**Exercise brief**
Retype the following records exactly and exclude the pictures.

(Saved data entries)

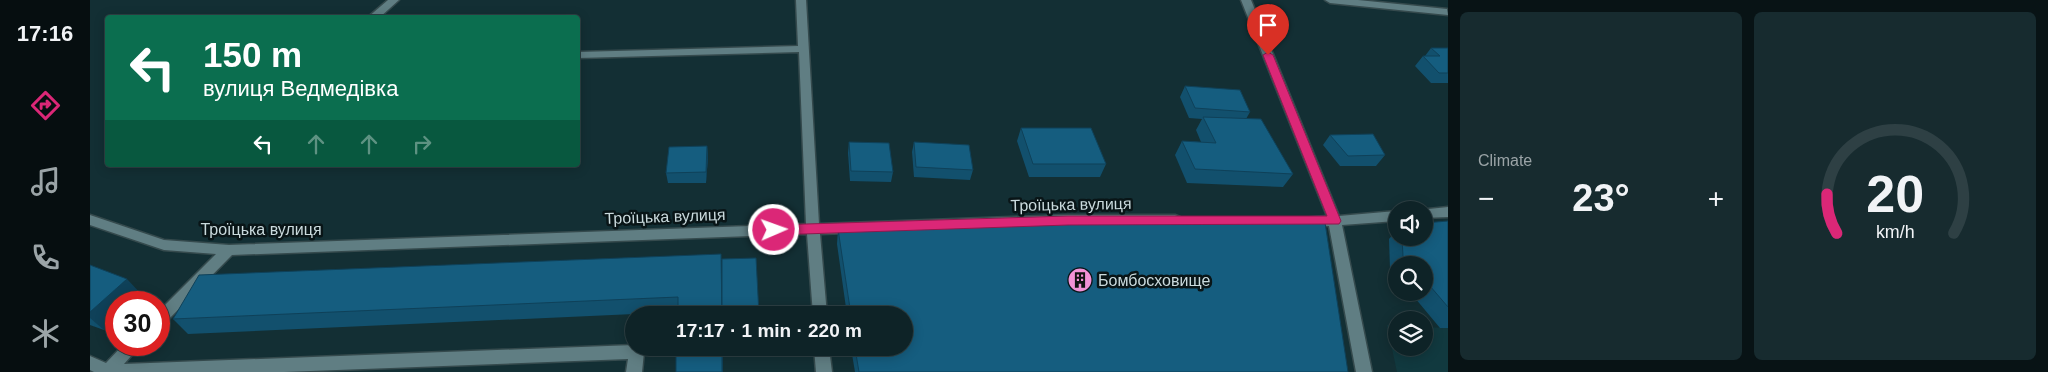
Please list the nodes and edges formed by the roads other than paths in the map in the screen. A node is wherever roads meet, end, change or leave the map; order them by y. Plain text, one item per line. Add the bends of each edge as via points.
1 (394, 0) edge
2 (801, 0) edge
3 (1246, 0) edge
4 (1330, 0) edge
5 (1446, 12) dead end
6 (376, 15) edge
7 (804, 49) junction
8 (580, 55) edge
9 (1448, 212) edge
10 (1433, 213) edge
11 (1388, 217) edge
12 (90, 220) edge
13 (1187, 220) edge
14 (1295, 221) edge
15 (1335, 221) junction
16 (813, 229) junction
17 (229, 250) junction
18 (819, 306) edge
19 (170, 309) edge
20 (122, 356) edge
21 (823, 356) edge
22 (90, 363) edge
23 (106, 371) edge
24 (634, 372) edge
25 (824, 372) edge
26 (1364, 372) edge

1 - 6 street
2 - 7 street
3 - 15 street
4 - 5 street
7 - 8 street
7 - 16 street
9 - 10 street
11 - 15 street
12 - 17 street, Троїцька вулиця via 164,245
13 - 16 street, Троїцька вулиця via 1068,220
14 - 15 street
15 - 26 street
16 - 17 street, Троїцька вулиця
16 - 18 street
17 - 19 street
20 - 23 street
21 - 25 street
22 - 23 street
23 - 24 street via 636,352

**Answer to the problem**
Please list the nodes and edges formed by the roads other than paths in the map in the screen. A node is wherever roads meet, end, change or leave the map; order them by y. Plain text, one item per line. Add the bends of each edge as via points.
1 (394, 0) edge
2 (801, 0) edge
3 (1246, 0) edge
4 (1330, 0) edge
5 (1446, 12) dead end
6 (376, 15) edge
7 (804, 49) junction
8 (580, 55) edge
9 (1448, 212) edge
10 (1433, 213) edge
11 (1388, 217) edge
12 (90, 220) edge
13 (1187, 220) edge
14 (1295, 221) edge
15 (1335, 221) junction
16 (813, 229) junction
17 (229, 250) junction
18 (819, 306) edge
19 (170, 309) edge
20 (122, 356) edge
21 (823, 356) edge
22 (90, 363) edge
23 (106, 371) edge
24 (634, 372) edge
25 (824, 372) edge
26 (1364, 372) edge

1 - 6 street
2 - 7 street
3 - 15 street
4 - 5 street
7 - 8 street
7 - 16 street
9 - 10 street
11 - 15 street
12 - 17 street, Троїцька вулиця via 164,245
13 - 16 street, Троїцька вулиця via 1068,220
14 - 15 street
15 - 26 street
16 - 17 street, Троїцька вулиця
16 - 18 street
17 - 19 street
20 - 23 street
21 - 25 street
22 - 23 street
23 - 24 street via 636,352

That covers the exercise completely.